İKV, TOBB VE ESI İŞBİRLİĞİNDE TÜRKİYE-AB VİZE SERBESTLİĞİ DİYALOĞU KONULU PANEL DÜZENLENDİ
4 Mayıs 2015 tarihinde İKV, TOBB ve Avrupa İstikrar Girişimi (ESI) işbirliğinde "Türk Vatandaşları için Vizesiz Avrupa Yolu: Sorunlar ve Beklentiler" başlıklı, basına kapalı bir panel düzenlendi. Ankara, TOBB İkiz Kuleler Sosyal Tesisler MNOP, Şefik Tokat Toplantı Salonu’nda gerçekleşen panelde, Türkiye-AB Vize Serbestliği Diyaloğu tüm boyutları ile ele alındı.

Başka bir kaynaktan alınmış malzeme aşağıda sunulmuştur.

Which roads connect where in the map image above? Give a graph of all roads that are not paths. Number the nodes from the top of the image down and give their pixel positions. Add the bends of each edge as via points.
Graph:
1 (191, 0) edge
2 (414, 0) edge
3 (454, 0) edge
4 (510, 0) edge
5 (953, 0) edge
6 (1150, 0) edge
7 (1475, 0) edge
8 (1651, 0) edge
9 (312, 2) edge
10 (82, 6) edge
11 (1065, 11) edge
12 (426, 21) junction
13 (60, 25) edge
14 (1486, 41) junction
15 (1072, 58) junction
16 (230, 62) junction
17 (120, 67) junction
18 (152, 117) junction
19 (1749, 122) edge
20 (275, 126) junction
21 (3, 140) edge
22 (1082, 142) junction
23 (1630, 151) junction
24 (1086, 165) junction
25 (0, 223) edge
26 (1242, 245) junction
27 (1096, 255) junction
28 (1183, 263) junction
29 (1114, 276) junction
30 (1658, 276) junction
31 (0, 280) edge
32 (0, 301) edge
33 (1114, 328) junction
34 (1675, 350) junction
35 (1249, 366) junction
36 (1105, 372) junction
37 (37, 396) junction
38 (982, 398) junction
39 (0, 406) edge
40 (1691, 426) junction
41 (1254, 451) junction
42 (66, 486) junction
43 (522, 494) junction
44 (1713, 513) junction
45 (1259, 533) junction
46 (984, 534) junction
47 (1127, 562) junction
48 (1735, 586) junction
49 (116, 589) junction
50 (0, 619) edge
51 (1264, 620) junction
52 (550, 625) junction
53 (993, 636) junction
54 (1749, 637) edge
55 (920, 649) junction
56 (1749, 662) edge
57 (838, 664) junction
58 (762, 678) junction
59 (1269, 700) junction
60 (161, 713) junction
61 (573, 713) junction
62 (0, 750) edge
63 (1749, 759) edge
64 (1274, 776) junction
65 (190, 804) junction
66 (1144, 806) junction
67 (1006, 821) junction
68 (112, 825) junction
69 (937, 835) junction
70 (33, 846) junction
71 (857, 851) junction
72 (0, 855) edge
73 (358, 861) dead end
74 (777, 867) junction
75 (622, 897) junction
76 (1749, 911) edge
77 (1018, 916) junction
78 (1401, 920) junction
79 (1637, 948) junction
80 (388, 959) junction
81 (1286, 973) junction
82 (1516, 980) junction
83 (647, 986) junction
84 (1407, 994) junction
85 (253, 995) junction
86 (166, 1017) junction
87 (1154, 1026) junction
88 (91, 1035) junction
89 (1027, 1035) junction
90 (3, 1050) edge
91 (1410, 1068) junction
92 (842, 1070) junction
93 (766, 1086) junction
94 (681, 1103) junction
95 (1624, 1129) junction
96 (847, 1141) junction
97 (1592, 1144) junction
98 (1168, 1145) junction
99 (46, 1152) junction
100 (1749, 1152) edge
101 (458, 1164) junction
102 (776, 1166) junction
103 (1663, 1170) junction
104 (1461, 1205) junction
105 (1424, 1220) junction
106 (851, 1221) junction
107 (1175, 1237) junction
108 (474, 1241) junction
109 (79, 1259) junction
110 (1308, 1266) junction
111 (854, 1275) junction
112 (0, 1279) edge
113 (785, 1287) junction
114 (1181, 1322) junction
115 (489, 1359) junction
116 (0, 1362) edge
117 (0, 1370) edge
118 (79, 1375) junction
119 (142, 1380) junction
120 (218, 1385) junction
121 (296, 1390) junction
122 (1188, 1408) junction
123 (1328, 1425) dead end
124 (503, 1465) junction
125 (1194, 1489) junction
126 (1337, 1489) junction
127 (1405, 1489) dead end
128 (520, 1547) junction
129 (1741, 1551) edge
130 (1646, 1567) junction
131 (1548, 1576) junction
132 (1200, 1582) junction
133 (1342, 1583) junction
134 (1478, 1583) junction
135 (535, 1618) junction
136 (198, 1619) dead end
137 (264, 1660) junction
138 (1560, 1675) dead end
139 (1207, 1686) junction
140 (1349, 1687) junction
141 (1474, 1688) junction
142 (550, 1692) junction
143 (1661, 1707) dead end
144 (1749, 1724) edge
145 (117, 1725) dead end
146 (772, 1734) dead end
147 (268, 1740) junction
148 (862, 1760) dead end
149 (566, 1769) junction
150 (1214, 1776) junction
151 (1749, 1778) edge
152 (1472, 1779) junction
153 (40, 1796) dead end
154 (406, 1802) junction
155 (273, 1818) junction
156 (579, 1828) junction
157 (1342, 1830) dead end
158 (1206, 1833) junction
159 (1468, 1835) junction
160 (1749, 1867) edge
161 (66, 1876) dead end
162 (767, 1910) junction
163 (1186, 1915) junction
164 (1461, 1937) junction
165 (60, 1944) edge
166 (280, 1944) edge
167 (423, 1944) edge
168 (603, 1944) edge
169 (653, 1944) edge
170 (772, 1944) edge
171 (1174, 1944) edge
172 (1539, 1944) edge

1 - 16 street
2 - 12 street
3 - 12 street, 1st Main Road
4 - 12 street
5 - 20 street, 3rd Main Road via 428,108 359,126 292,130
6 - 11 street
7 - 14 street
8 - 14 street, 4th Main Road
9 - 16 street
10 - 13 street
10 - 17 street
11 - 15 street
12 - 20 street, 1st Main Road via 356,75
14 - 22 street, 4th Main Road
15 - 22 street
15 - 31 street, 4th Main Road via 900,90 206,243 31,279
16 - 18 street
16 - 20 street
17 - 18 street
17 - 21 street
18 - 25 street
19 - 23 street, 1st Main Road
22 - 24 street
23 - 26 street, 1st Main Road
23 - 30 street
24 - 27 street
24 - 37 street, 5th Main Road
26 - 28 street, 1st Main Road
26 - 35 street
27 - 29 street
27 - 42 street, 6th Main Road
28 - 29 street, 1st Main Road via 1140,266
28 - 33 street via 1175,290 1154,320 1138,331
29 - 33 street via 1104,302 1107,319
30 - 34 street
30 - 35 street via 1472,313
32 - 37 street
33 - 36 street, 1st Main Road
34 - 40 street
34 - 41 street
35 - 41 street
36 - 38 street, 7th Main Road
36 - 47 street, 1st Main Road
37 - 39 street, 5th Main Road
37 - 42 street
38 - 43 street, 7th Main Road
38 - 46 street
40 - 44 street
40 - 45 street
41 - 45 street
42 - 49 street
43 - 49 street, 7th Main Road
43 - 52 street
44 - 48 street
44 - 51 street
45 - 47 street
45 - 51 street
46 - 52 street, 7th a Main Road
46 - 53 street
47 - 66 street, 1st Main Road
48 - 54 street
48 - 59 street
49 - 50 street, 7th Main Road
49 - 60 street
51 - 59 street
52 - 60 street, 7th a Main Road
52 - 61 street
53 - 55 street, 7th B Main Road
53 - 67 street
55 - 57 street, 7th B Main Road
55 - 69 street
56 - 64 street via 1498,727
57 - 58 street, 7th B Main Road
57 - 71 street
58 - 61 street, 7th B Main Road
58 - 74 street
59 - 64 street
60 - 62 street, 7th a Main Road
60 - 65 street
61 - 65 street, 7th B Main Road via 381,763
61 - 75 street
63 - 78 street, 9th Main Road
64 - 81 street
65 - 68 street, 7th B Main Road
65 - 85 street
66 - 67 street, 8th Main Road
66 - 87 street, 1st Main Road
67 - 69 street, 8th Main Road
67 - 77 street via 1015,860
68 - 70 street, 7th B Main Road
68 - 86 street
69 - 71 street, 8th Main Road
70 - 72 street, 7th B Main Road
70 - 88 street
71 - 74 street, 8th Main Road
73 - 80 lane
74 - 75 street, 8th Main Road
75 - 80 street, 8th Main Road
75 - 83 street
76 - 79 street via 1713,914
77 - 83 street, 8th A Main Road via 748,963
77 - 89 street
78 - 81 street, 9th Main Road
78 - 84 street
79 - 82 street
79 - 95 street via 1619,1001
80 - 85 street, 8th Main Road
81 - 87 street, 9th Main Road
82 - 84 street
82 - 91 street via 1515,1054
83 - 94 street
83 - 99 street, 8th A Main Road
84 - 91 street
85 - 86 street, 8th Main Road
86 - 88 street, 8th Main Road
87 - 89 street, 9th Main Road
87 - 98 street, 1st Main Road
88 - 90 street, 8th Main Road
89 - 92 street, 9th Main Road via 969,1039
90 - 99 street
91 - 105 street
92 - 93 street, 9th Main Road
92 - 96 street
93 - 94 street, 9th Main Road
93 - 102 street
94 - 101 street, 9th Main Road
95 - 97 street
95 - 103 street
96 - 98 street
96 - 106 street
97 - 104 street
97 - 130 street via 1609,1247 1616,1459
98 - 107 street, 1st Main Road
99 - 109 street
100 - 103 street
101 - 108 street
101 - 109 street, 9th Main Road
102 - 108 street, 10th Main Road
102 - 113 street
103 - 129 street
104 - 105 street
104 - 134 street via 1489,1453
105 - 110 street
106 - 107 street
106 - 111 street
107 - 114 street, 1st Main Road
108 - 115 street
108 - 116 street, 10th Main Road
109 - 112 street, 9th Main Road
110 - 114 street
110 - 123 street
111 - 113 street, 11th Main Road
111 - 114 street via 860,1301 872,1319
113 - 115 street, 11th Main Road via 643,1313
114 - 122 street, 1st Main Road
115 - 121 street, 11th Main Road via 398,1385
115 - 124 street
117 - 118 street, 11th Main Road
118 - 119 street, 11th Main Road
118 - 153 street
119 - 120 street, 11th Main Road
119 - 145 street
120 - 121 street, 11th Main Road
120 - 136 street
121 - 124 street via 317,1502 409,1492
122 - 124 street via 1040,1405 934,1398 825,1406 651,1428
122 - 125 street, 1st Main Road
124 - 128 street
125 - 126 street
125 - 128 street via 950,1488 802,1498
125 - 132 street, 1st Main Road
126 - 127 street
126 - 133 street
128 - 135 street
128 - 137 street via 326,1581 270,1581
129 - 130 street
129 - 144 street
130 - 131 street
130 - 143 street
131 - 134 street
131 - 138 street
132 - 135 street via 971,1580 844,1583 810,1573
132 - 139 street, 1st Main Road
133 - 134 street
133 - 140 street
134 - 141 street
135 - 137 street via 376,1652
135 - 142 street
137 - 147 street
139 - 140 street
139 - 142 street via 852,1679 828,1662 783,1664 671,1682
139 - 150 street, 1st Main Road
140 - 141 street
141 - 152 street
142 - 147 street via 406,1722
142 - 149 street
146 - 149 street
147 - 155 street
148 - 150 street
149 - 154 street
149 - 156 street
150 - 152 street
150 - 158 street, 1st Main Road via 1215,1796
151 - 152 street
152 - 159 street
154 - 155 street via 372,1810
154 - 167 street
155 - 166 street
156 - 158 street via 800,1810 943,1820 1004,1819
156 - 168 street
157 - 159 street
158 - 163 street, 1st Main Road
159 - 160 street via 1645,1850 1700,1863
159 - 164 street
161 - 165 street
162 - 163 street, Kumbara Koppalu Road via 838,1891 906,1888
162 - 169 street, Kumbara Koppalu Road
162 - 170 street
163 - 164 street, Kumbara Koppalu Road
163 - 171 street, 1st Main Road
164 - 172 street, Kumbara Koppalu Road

Açış konşmalarını TOBB AB Daire Başkanı Mustafa Bayburtlu ve İKV Genel Sekreteri Doç. Dr. Çiğdem Nas’ın gerçekleştirdiği panelde; ESI Kıdemli Analisti Alexandra Stiglmayer’in moderasyonunda İKV Genel Sekreter Yardımcısı ve Araştırma Müdürü Melih Özsöz, ESI Başkanı Gerald Knaus ve AB Türkiye Delegasyonu’ndan Kasia Lach, Türkiye-AB Vize Serbestliği Diyaloğu’nun hukuki, siyasi, ekonomik ve insani boyutlarıyla birlikte müzakerelerde gelinen noktaya ilişkin sunumlar gerçekleştirdi. Devamında ise ilgili bakanlıklardan yetkililer, akademisyenler, sivil toplum temsilcileri ve AB üye ülke misyon temsilcilerinden oluşan 25’in üzerinde katılımcı soru ve görüşlerini paylaştı. Panel, vize serbestliği diyaloğunun tarihsel arka planı ve gelinen noktada karşı karşıya kalınan sorunlar ortaya koyularak başladı.
Tarihsel Arka Plan
Tarihsel arka plana ilişkin olarak, 1980 yılı öncesinde AB’nin Türkiye’ye yönelik bir vize uygulaması olmadığı, 1980 yılında ilk defa Almanya’nın vize uygulamasına başladığı belirtildi. 1996 yılında Gümrük Birliği’nin yürürlüğe girmesine rağmen vize uygulamasının sürdüğü, bu alanda önemli iki karar olan Demirel ve Demirkan kararları dahil 55 ABAD kararının mevcut olduğu hatırlatıldı.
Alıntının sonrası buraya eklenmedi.